Nam ngiao (, ) or nam ngio (, ) is a noodle soup or curry of the cuisine of the Tai Yai people who live in the northeast of Burma, the southwest of Yunnan province, China, and in northern Thailand, mainly in Mae Hong Son Province. The dish has become famous through the northern Thai cuisine. Nam ngiao has a characteristic spicy and tangy flavor.

Ingredients
This soup is made with noodles; the most commonly used type are khanom chin, fermented rice vermicelli, although kuaitiao or other noodles may be used. Beef or pork is another main ingredient, as well as diced curdled (chicken or pork) blood cake. Chopped tomatoes give the dish a certain sour flavor and crispy roasted or fried dry chilies and garlic are added for spiciness.
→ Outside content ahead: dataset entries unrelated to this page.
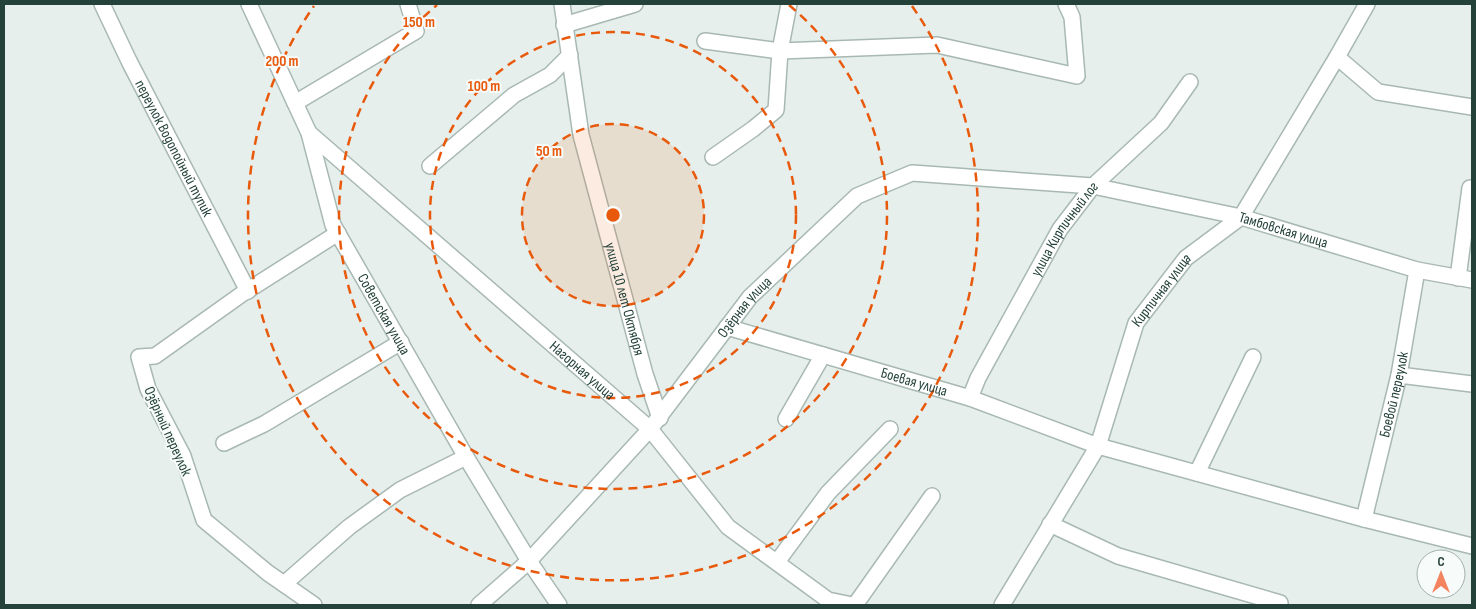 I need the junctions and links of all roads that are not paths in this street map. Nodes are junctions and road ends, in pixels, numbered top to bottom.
1 (102, 4) edge
2 (249, 4) edge
3 (408, 4) edge
4 (562, 4) edge
5 (635, 4) edge
6 (789, 4) edge
7 (1066, 4) edge
8 (1367, 4) edge
9 (564, 25) junction
10 (705, 41) dead end
11 (780, 51) junction
12 (570, 55) junction
13 (1337, 57) junction
14 (1190, 82) dead end
15 (295, 103) junction
16 (1472, 107) edge
17 (309, 133) junction
18 (712, 157) dead end
19 (430, 166) dead end
20 (1093, 186) junction
21 (1470, 188) dead end
22 (1241, 217) junction
23 (338, 233) junction
24 (1417, 270) junction
25 (1465, 279) edge
26 (248, 291) junction
27 (728, 327) junction
28 (401, 342) junction
29 (823, 355) junction
30 (1254, 357) dead end
31 (1399, 375) junction
32 (1472, 384) edge
33 (970, 398) junction
34 (786, 419) dead end
35 (655, 423) junction
36 (890, 429) dead end
37 (224, 443) dead end
38 (1098, 446) junction
39 (466, 457) junction
40 (1198, 473) junction
41 (932, 496) dead end
42 (1364, 519) junction
43 (1050, 524) junction
44 (1472, 546) edge
45 (529, 561) junction
46 (777, 562) junction
47 (284, 584) junction
48 (827, 602) edge
49 (1280, 603) dead end
50 (314, 605) edge
51 (478, 605) edge
52 (559, 605) edge
53 (853, 605) edge
54 (1002, 605) edge

1 - 26 street, переулок Водопойный тупик
2 - 15 street, Советская улица
3 - 15 street
4 - 9 street, улица 10 лет Октября
5 - 9 street
6 - 11 street
7 - 11 street
8 - 13 street, Кирпичная улица
9 - 12 street, улица 10 лет Октября
10 - 11 street
11 - 18 street
12 - 19 street
12 - 35 street, улица 10 лет Октября
13 - 16 street
13 - 22 street, Кирпичная улица
14 - 20 street, улица Кирпичный лог
15 - 17 street, Советская улица
17 - 23 street, Советская улица
17 - 35 street, Нагорная улица
20 - 22 street, Тамбовская улица
20 - 27 street, Озёрная улица
20 - 33 street, улица Кирпичный лог
21 - 25 street
22 - 24 street, Тамбовская улица
22 - 38 street, Кирпичная улица
23 - 26 street
23 - 28 street, Советская улица
24 - 25 street, Тамбовская улица
24 - 31 street, Боевой переулок
26 - 47 street, Озёрный переулок
27 - 29 street, Боевая улица
27 - 35 street, Озёрная улица
28 - 37 street
28 - 39 street, Советская улица
29 - 33 street, Боевая улица
29 - 34 street
30 - 40 street
31 - 32 street
31 - 42 street, Боевой переулок
33 - 38 street, Боевая улица
35 - 45 street, Озёрная улица
35 - 46 street, Нагорная улица
36 - 46 street
38 - 40 street, Боевая улица
38 - 43 street, Кирпичная улица
39 - 45 street, Советская улица
39 - 47 street
40 - 42 street, Боевая улица
41 - 53 street
42 - 44 street, Боевая улица
43 - 49 street
43 - 54 street, Кирпичная улица
45 - 51 street, Озёрная улица
45 - 52 street, Советская улица
46 - 48 street, Нагорная улица
47 - 50 street, Озёрный переулок
48 - 53 street, Нагорная улица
Another important ingredient that gives the dish its characteristic flavor is tua nao, a type of fermented soya bean that is used extensively in northern Thai cuisine and for which shrimp paste is sometimes used as a substitute. Nam ngiao is often served along with pork rinds.

The name of the dish originates either from the Thai name of the Bombax ceiba (; ngio) of which the dried flower cores are an essential ingredient in the soup, or from ngiao, a derogatory term used in Northern Thailand for people of Shan descent.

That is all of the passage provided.